II. Bij den profeet Jesaja, die van de verwerping der Joden spreekt in twee plaatsen.

1. De eerste is Isaiah 10:22, Isaiah 10:23, waar sprake is van het behouden worden van een overblijfsel, dat is: slechts van een overblijfsel, hetwelk, ofschoon het in de profetie betrekking schijnt te hebben op de bewaring van een overblijfsel uit de verwoesting en verstrooiing, die over hen komen zouden door Sanherib en zijn leger, toch moet opgevat worden van verdere strekking te zijn, en overvloedig aantoont dat het niet vreemds is voor God om een grote menigte van het zaad Abrahams over te geven aan de verwoesting, en toch het woord Zijner belofte aan Abraham in volle kracht en werking te laten. Dat wordt aangeduid in de onderstelling dat het getal der kinderen Israël's was als het zand aan den oever der zee, hetgeen een deel was van de belofte aan Abraham gedaan, Genesis 22:1 Genesis 22:7. En toch zal slechts een overblijfsel behouden worden, want velen zijn geroepen maar weinigen uitverkoren. In dit behouden worden van het overblijfsel wordt ons, Romans 9:28, door den profeet gezegd:

A. Dat God Zijn werk zal voltooien. Hij voleindt ene zaak, Romans 9:28. Wanneer God een begin maakt, dan maakt Hij een einde, hetzij in den weg van gerechtigheid of in dien van barmhartigheid. God zou de verwerping van de ongelovige Joden voleinden door hun algehele verwoesting door de Romeinen, die spoedig daarna hun plaats en volk wegnamen. Het aannemen van de Christelijke gemeenten in de goddelijke gunst en de verbreiding van het Evangelie onder andere volken was evenzeer een werk, dat God voleindigen zou, en Hij zou bekend worden bij Zijn naam Jehova. Al Gods werken zijn volmaakt. Men kan lezen: Hij zal de rekening sluiten. God heeft in Zijn eeuwige raadsbesluiten een rekening met de kinderen der mensen, en bestemt voor hen dezen of dien toestand, deze of die mate van voorrechten, en wanneer zij ter wereld komen, zijn Zijne handelingen met hen in overeenstemming met deze raadsbesluiten. Hij zal de rekening sluiten, het mystieke lichaam volmaken, roepen zo velen als er behoren tot de uitverkiezing der genade, en dan zal de rekening gesloten zijn.

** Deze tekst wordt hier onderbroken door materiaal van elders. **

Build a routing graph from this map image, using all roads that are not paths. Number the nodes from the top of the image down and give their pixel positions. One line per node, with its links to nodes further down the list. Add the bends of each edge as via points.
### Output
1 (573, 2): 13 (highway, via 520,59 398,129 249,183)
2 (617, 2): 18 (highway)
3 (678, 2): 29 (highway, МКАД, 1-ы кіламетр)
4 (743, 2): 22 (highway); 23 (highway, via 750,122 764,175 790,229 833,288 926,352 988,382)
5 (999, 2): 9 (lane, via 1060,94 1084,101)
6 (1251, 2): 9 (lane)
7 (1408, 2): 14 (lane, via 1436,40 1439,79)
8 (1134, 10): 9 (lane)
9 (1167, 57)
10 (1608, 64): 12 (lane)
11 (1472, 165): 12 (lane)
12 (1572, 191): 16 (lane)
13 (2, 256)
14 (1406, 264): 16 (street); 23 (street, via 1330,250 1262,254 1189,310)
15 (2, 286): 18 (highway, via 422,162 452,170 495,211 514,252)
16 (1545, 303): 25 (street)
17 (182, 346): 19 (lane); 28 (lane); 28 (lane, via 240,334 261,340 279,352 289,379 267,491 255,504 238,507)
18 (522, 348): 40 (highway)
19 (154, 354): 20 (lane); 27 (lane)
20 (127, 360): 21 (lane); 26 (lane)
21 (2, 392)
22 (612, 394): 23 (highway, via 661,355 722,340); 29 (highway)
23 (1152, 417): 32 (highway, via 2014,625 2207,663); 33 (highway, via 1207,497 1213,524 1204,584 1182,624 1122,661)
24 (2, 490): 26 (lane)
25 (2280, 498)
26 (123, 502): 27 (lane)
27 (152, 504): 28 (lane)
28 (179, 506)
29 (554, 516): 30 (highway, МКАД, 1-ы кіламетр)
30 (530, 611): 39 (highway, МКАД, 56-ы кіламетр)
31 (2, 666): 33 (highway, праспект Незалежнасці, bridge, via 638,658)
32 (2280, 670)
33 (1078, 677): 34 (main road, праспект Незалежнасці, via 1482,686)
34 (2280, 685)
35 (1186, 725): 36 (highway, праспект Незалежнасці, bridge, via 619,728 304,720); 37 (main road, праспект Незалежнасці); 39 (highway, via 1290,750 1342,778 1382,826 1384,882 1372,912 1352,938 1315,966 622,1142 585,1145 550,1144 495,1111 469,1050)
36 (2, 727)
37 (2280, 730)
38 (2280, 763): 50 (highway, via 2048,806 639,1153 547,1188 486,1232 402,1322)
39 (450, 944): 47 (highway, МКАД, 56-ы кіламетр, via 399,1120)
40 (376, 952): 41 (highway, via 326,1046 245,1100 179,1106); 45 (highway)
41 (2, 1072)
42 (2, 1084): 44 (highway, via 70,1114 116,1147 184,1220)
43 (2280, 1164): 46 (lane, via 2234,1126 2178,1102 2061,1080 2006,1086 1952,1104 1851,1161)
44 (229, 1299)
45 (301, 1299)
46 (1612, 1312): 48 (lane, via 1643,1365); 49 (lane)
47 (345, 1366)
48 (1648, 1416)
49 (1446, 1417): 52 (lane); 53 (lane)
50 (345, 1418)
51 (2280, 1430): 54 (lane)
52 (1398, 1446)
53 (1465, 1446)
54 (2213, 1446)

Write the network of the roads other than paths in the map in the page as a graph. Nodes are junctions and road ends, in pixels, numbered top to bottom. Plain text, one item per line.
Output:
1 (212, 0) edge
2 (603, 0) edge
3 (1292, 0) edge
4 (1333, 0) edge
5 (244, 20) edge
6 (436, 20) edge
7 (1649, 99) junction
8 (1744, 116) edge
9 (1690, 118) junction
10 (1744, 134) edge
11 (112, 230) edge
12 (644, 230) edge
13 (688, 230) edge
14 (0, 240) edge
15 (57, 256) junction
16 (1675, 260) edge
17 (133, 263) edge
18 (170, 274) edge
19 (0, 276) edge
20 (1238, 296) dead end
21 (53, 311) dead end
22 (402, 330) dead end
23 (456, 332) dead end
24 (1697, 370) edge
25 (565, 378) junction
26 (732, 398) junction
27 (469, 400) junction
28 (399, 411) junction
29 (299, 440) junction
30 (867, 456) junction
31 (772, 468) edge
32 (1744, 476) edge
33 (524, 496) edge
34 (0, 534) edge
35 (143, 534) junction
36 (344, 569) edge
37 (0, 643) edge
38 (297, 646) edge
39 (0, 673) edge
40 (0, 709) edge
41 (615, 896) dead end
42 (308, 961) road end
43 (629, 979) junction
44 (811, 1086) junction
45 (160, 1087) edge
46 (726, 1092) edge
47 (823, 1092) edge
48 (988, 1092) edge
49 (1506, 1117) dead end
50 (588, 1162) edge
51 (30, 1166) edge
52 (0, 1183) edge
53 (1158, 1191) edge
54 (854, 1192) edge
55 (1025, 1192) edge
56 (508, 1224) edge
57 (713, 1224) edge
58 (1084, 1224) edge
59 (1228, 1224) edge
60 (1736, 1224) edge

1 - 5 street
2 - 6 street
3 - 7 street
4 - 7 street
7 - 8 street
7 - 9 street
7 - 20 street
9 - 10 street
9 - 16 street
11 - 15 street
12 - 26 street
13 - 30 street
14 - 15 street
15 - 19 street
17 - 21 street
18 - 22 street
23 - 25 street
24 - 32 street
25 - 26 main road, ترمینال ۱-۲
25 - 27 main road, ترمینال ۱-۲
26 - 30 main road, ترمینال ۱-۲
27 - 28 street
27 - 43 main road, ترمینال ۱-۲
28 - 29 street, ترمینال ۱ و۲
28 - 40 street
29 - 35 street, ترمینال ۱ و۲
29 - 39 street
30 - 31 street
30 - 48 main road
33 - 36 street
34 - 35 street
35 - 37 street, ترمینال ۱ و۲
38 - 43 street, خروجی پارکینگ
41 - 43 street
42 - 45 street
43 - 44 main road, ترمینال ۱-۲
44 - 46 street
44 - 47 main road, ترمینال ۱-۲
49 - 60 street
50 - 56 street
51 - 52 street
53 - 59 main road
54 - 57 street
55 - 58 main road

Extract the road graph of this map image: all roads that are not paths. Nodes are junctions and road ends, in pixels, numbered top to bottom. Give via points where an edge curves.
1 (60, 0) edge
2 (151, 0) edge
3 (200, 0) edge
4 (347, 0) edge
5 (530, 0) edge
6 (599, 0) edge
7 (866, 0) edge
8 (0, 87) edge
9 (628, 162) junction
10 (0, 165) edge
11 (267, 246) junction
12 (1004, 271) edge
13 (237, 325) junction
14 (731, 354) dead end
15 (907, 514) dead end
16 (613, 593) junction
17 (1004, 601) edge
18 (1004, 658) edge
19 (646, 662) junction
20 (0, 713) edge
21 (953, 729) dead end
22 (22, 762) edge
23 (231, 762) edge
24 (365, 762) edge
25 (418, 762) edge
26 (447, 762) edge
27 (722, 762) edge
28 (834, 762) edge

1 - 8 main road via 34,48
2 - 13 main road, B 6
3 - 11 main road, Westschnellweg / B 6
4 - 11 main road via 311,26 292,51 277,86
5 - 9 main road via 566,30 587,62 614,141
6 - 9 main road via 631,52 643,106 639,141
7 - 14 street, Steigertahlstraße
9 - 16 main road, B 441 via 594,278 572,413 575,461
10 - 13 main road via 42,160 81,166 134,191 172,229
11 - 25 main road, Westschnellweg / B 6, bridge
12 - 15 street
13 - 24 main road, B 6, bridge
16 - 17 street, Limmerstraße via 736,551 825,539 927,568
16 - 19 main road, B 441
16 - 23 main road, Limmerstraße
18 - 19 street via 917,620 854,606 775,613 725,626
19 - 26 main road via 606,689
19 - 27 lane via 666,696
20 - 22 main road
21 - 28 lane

B. Dat Hij het spoedig doen zal, niet slechts de zaak voleinden, maar haar haastig voleinden. Onder het Oude Testament scheen Hij te vertoeven, en er een langer en gestadiger werk van te maken. De raderen bewogen slechts langzaam in de richting van de uitbreiding der kerk, maar nu zal Hij de zaak afsnijden en het werk op aarde spoedig afdoen. De heidense bekeerlingen kwamen nu aangevlogen als duiven tot hun vensters. Maar Hij zal haar afsnijden in rechtvaardigheid, zowel in wijsheid als in gerechtigheid. Wanneer de mensen een zaak afsnijden, doen zij het gewoonlijk verkeerd, zij versnijden meestal de zaken, maar wanneer God een zaak afsnijdt, doet Hij dat in rechtvaardigheid. Zo worden deze woorden gewoonlijk door de vaderen toegepast. Sommigen verstaan het van de wet en het verbond des Evangelies, welke Christus in de wereld heeft ingebracht en bevestigd, Hij heeft daardoor het werk voleind, een einde gemaakt aan de schaduwen en plechtigheden van het Oude Testament. Christus zei: Het is volbracht! en toen werd het voorhangsel gescheurd, als ware het door de echo van het woord, dat Christus aan het kruis uitriep. En Hij zal verder de zaak afsnijden. De zaak, dat is: logos, het woord, de wet, was onder het Oude Testament zeer lang, een lange reeks van instellingen, plechtigheden, voorwaarden, maar nu is alles kort afgesneden. Onze verplichtingen zijn nu, onder het Evangelie, opgesomd in veel minder woorden dan onder de wet nodig waren, het verbond werd opgesteld en gesloten en de godsdienst is nu zeer eenvoudig gemaakt. En dat alles is geschied in rechtvaardigheid, ten onzen gunste en in rechtvaardigheid van Zijn eigen voornemen en raad. Onze verkortingen en samenvattingen brengen gewoonlijk duisterheid aan. "Ik tracht naar beknoptheid, maar geef duisterheid", maar zo is het in dit geval niet. Ofschoon de zaak kort afgesneden is, toch is ze eenvoudig en helder, en dus, omdat ze kort is, des te gemakkelijker.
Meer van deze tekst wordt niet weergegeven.